Il nuovo modello di mondo che vogliamo non è quello del controllo; su questo non dobbiamo abbassare la guardia. La riflessione, a partire da quella mia personale, è aperta ed è urgente confrontarsi.

 

 

Fino a qui i commenti e i suggerimenti alla nostra particolare e molto specifica visione di mondo in divenire durante questa particolare e unica emergenza sanitaria. Ma a questo giro di ipotesi, ragionamenti e reazioni, vorremmo aggiungere, estraendo alcuni passaggi da un ricco e completo articolo pubblicato qualche giorno fa, il parere di un altro dei nostri sodali contributori: Luca Corsato. Il data scientist veneziano, prova a  comprendere l’esistente e a tracciare una sua personale interpretazione del futuro, partendo dai dati, e in particolare dai dati di un settore che conosce molto bene, quello immobiliare.
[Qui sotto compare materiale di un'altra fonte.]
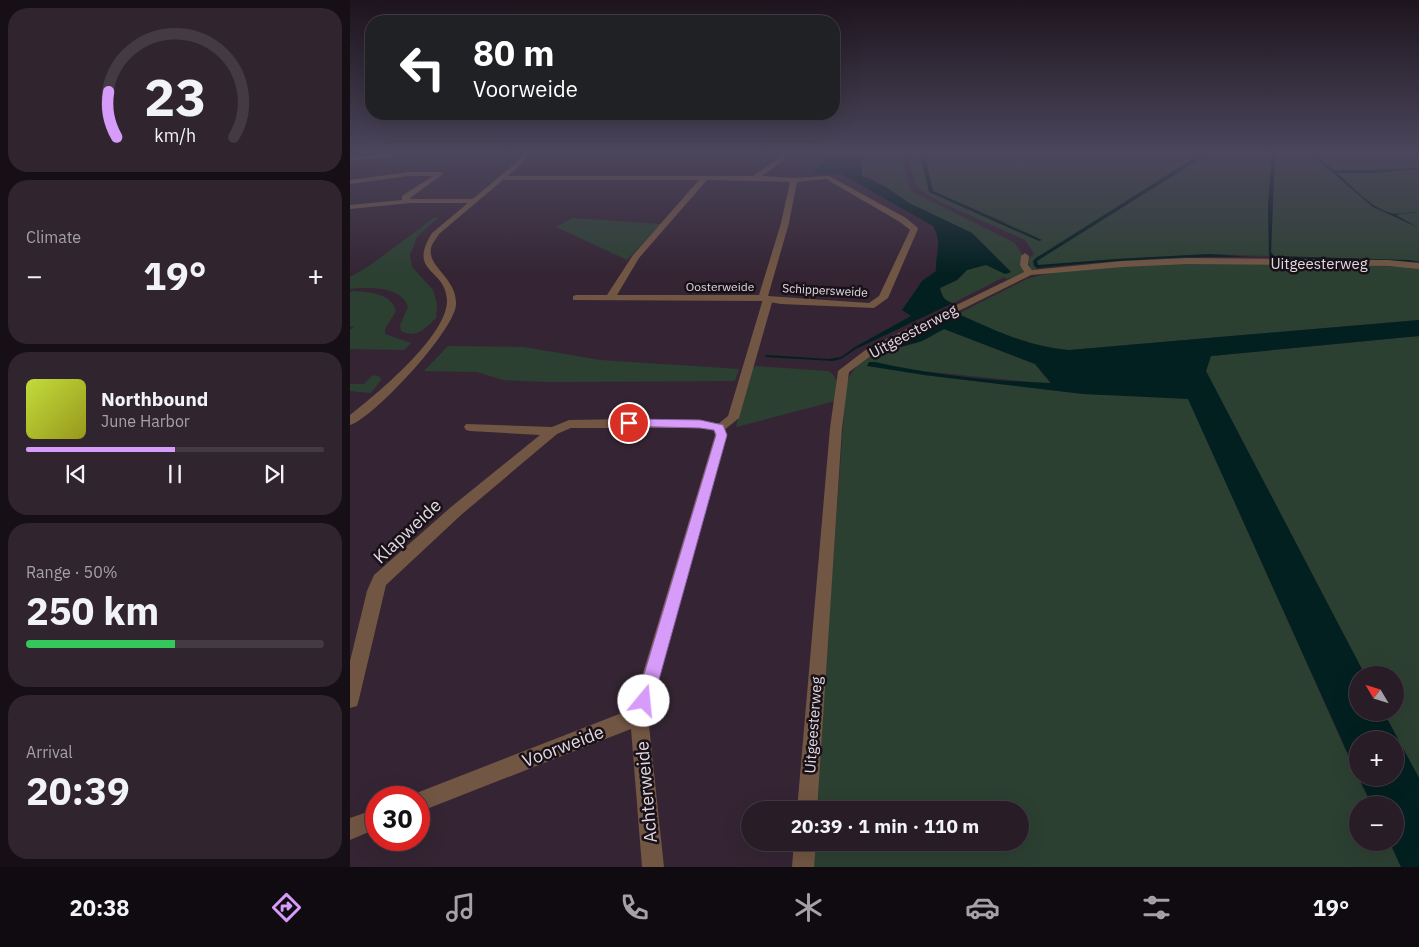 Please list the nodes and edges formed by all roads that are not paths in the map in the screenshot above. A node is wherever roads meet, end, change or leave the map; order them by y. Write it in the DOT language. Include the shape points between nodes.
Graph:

Dice Corsato fra le altre cose:

 

 

Prima del coronavirus e della conseguente COVID-19 il patrimonio immobiliare in Italia era un investimento sulla ricettività. Al 6 marzo 2020 UNWTO stima una perdita tra i 30 e 50 miliardi di dollari, rivedendo le stime con un ribasso tra l’1% e il 3% dei ricavi, a fronte di previsioni precedenti a COVID-19 di un aumento tra il 3% e il 4%. In Italia non si sa ancora l’impatto sul “dopo COVID-19”, ma al 22 marzo 2020 tutto è chiuso. TUTTO. Hotel e BnB chiusi, servizi fermi, aziende che dichiarano fallimento già ora. Le città italiane non saranno più come prima. Ma l’Italia ha delle particolarità che lo sfruttamento indiscriminato aveva escluso: l’Italia è ancora un territorio principalmente rurale. Le case dei turisti saranno case di coltivatori? 

 

Il blocco della circolazione interna ed esterna delle persone per COVID-19, ha fatto crollare la ricettività, e aumentato le richieste di approvvigionamenti. Il traffico web è aumentato del 50%, e sono aumentati l’e-commerce (97% nel periodo 9-17 marzo 2020 rispetto allo stesso nel 2019) e le vendite della GDO (Liberi Servizi +46,3%, Supermercati +30,4%, Discount +22,5%) mentre inizia a flettere Specialisti Drug (-18,9%) e Ipermercati (-3,7%). L’obbligo di restare a casa ovviamente incide sulla domanda, ma questi trend sono destinati a consolidarsi sempre di più soprattutto nelle periferie.

 

I consumi delle persone cambieranno: in Nuova Zelanda hanno saccheggiato le serre e vivai, trasformando i giardini in orti. Il ritorno alla coltivazione, è un fenomeno già avvenuto in Grecia nel 2009 e non è escluso che in Italia non accada una cosa simile. 

 

L’articolo completo di Luca Corsato è su Mutant Estate

 

 

Nel pezzo di Luca Corsato si prospetta uno dei possibili scenari, nella nostra riflessione, molto più larga e generica, proviamo a pensare anche noi ad alcuni dei futuri possibili, non tanto e non solo alla fine dell’emergenza – non ci sembra quella l’indicazione maggiormente produttiva da inviare in questo momento –  quanto prefigurare scenari di breve e medio periodo di “resistenza”. Ambienti in cui si sia in grado di recuperare l’individualità di ciascuno di noi. Soprattutto di ciascuno di coloro che è recluso. Un valore enorme che non è possibile ignorare,  e sul quale sarà importantissimo cominciare ad investire da subito. Grazie dell’attenzione e alla prossima.